Collection de poche des éditions Gallimard

 


Le Royaume de Pierre d’Angle, Tome 1, l’Art du Naufrage, Pascale Quiviger (par Didier Smal)

Ecrit par Didier Smal , le Mercredi, 12 Juillet 2023. , dans Folio (Gallimard), Les Livres, Critiques, La Une Livres, Roman, Fantastique

Le Royaume de Pierre d’Angle, Tome 1, l’Art du Naufrage, Pascale Quiviger, Folio, mars 2023, 496 pages, 9,70 € Edition: Folio (Gallimard)

 

Ouvrons sur une taquinerie de lecteur attentif : dans un univers de type médiéval, Quiviger fait dire à un personnage le mot « résilience » (page 463) ; c’est une maladresse lexicale, et l’on en sourit – parce que c’est bien le seul défaut à la cuirasse narrative de ce premier tome du Royaume de Pierre d’Angle que l’on ait trouvé.

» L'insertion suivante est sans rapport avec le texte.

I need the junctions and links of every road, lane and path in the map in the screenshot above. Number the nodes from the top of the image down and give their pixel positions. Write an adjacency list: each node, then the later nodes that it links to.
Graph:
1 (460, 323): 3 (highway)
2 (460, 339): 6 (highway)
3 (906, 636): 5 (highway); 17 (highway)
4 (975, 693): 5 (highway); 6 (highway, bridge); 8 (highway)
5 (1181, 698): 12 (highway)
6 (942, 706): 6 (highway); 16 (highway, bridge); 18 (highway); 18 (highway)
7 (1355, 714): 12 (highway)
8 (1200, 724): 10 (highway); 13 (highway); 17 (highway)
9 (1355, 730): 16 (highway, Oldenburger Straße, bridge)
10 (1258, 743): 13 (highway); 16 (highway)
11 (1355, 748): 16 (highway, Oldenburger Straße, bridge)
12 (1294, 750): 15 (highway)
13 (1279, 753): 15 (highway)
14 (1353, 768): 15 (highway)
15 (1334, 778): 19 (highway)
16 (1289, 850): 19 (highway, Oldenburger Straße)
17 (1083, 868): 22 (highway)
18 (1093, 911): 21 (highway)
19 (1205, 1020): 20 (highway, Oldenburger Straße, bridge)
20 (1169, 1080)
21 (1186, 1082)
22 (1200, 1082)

Enfin, on en connaît un autre, qui est en fait une grande qualité : sa dernière page, qui donne envie de se jeter sur ses trois successeurs afin de connaître la suite et la fin des aventures du prince Thibaut et sa fascinante femme, Ema Beatriz Ejea Casarei. Bien sûr, puisqu’on est au fait des codes de la fantasy, on se doute schématiquement de cette suite et de cette fin, et cette connaissance des codes en question nous a d’ailleurs déjà fait lâcher maints volumes récemment publiés. Mais impossible de laisser choir L’Art du Naufrage, qui a envoûté dès la première page et qu’on a lu goulûment, chaque pause, au travail, à la maison, même brève, étant l’occasion de quelques pages au moins.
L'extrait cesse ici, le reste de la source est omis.